# Directions:
With all images omitted, write out the records word for word.

<<<<

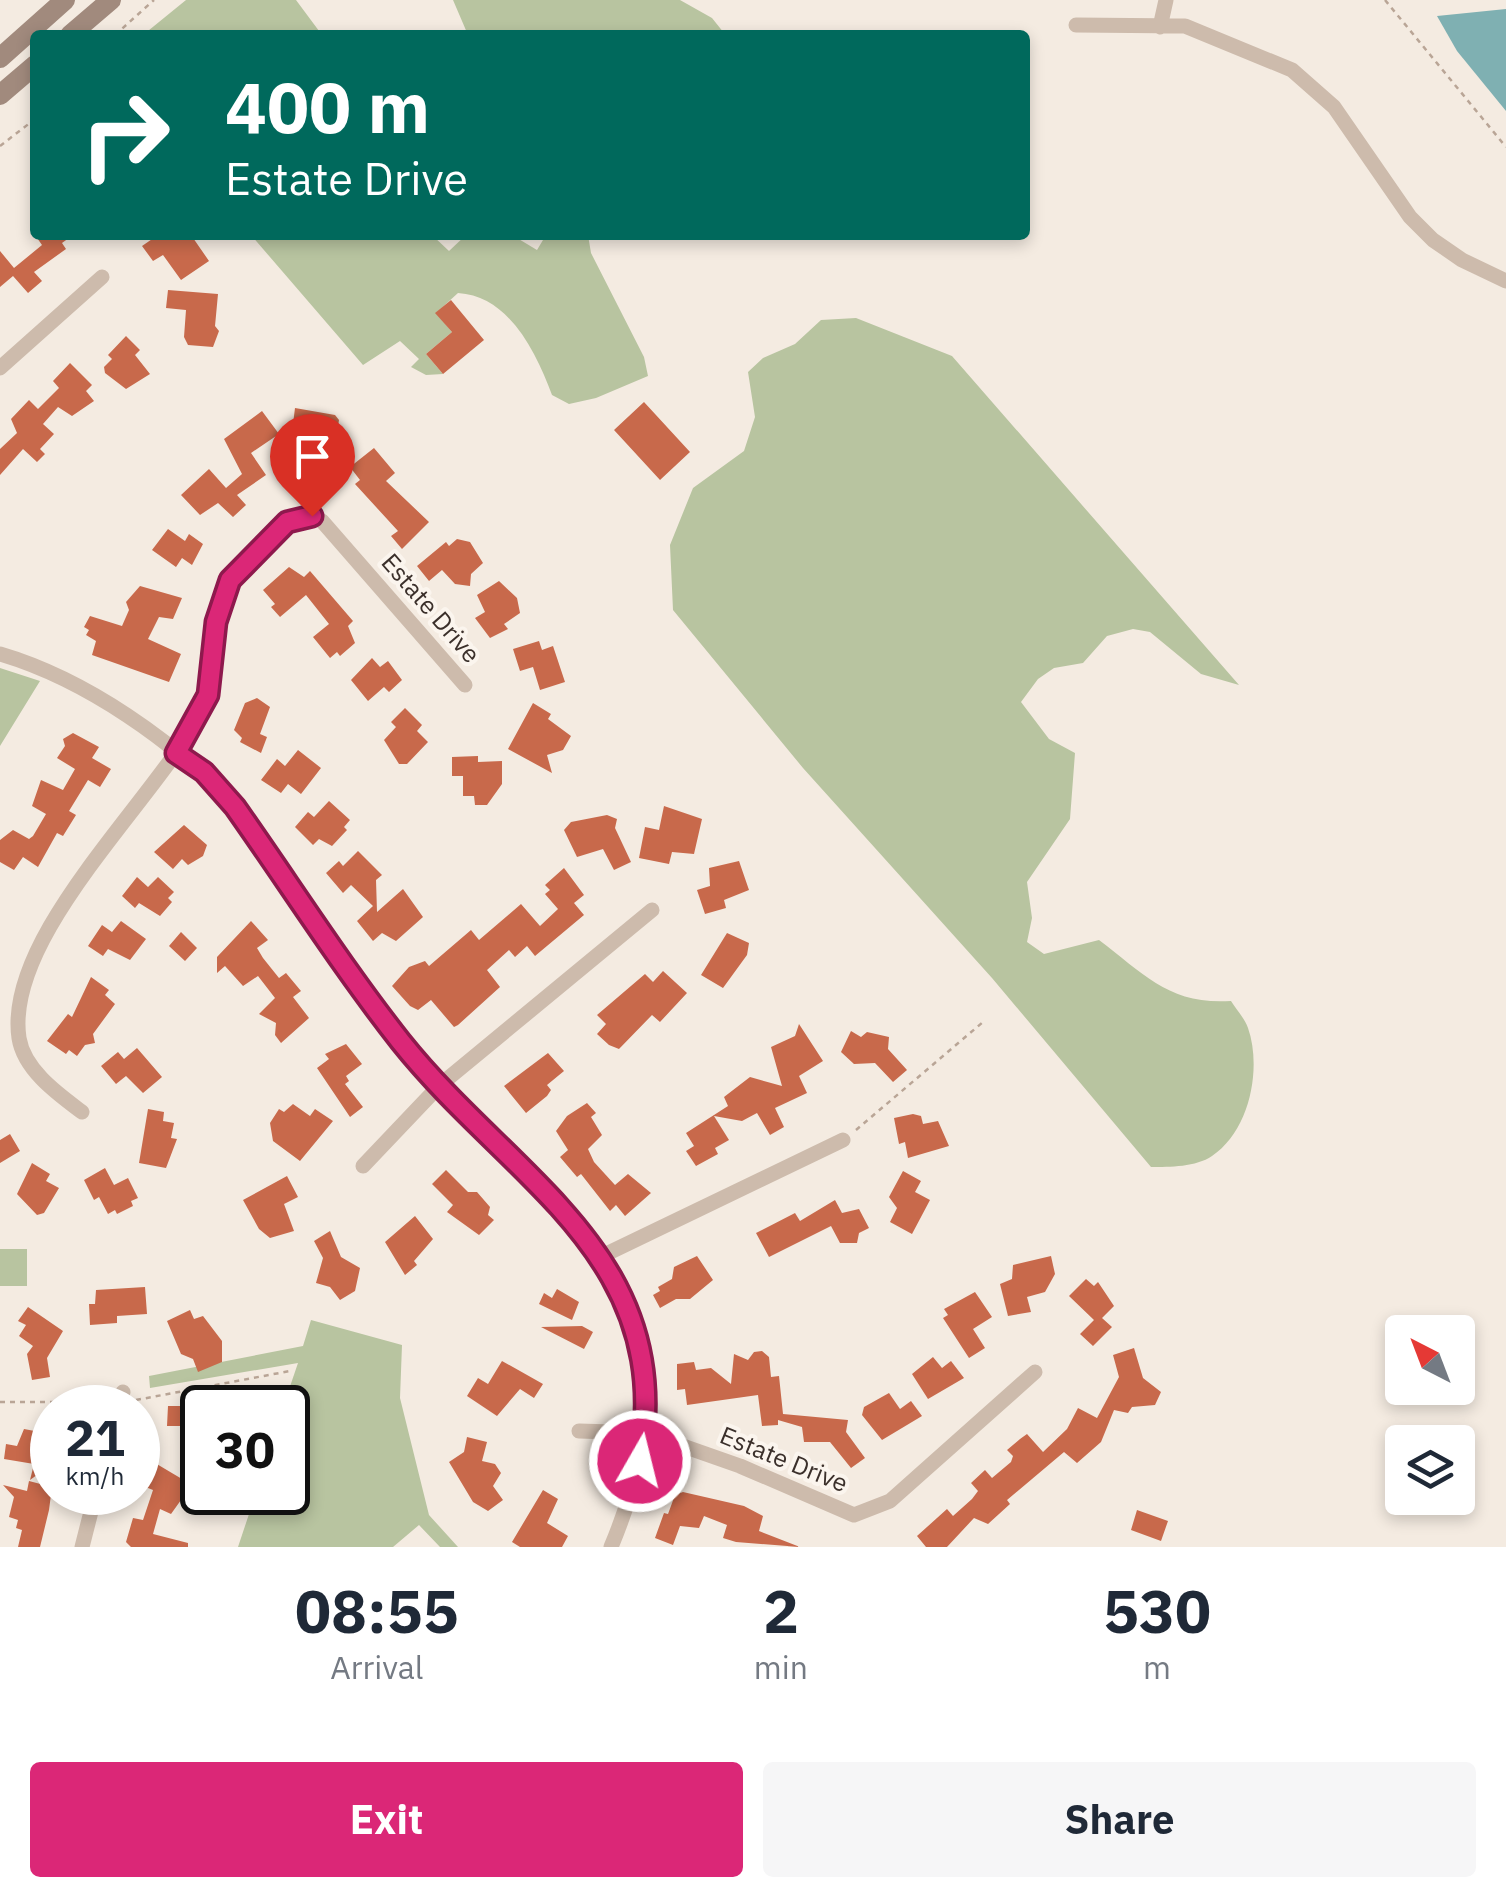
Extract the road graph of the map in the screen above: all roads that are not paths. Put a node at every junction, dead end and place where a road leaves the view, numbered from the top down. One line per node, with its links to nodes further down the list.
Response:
1 (65, 0): 6 (main road)
2 (112, 0): 7 (main road)
3 (1166, 0): 5 (street)
4 (1076, 25): 5 (street)
5 (1160, 27): 13 (street)
6 (31, 30)
7 (76, 30)
8 (30, 31): 9 (main road)
9 (0, 58)
10 (30, 69): 11 (main road)
11 (0, 95)
12 (102, 276): 14 (street)
13 (1506, 282)
14 (0, 368)
15 (0, 654): 17 (street)
16 (466, 685): 17 (street, Estate Drive)
17 (176, 753): 19 (street); 20 (street, Estate Drive)
18 (652, 910): 19 (street)
19 (440, 1085): 22 (street); 23 (street)
20 (82, 1112)
21 (843, 1140): 23 (street)
22 (363, 1166)
23 (600, 1256): 26 (street)
24 (1035, 1372): 26 (street, Estate Drive)
25 (578, 1431): 26 (street, Estate Drive)
26 (646, 1433): 29 (street)
27 (90, 1515): 28 (street)
28 (82, 1547)
29 (611, 1547)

>>>>

# Output of the exercise:
Extract the road graph of the map in the screen above: all roads that are not paths. Put a node at every junction, dead end and place where a road leaves the view, numbered from the top down. One line per node, with its links to nodes further down the list.
Response:
1 (65, 0): 6 (main road)
2 (112, 0): 7 (main road)
3 (1166, 0): 5 (street)
4 (1076, 25): 5 (street)
5 (1160, 27): 13 (street)
6 (31, 30)
7 (76, 30)
8 (30, 31): 9 (main road)
9 (0, 58)
10 (30, 69): 11 (main road)
11 (0, 95)
12 (102, 276): 14 (street)
13 (1506, 282)
14 (0, 368)
15 (0, 654): 17 (street)
16 (466, 685): 17 (street, Estate Drive)
17 (176, 753): 19 (street); 20 (street, Estate Drive)
18 (652, 910): 19 (street)
19 (440, 1085): 22 (street); 23 (street)
20 (82, 1112)
21 (843, 1140): 23 (street)
22 (363, 1166)
23 (600, 1256): 26 (street)
24 (1035, 1372): 26 (street, Estate Drive)
25 (578, 1431): 26 (street, Estate Drive)
26 (646, 1433): 29 (street)
27 (90, 1515): 28 (street)
28 (82, 1547)
29 (611, 1547)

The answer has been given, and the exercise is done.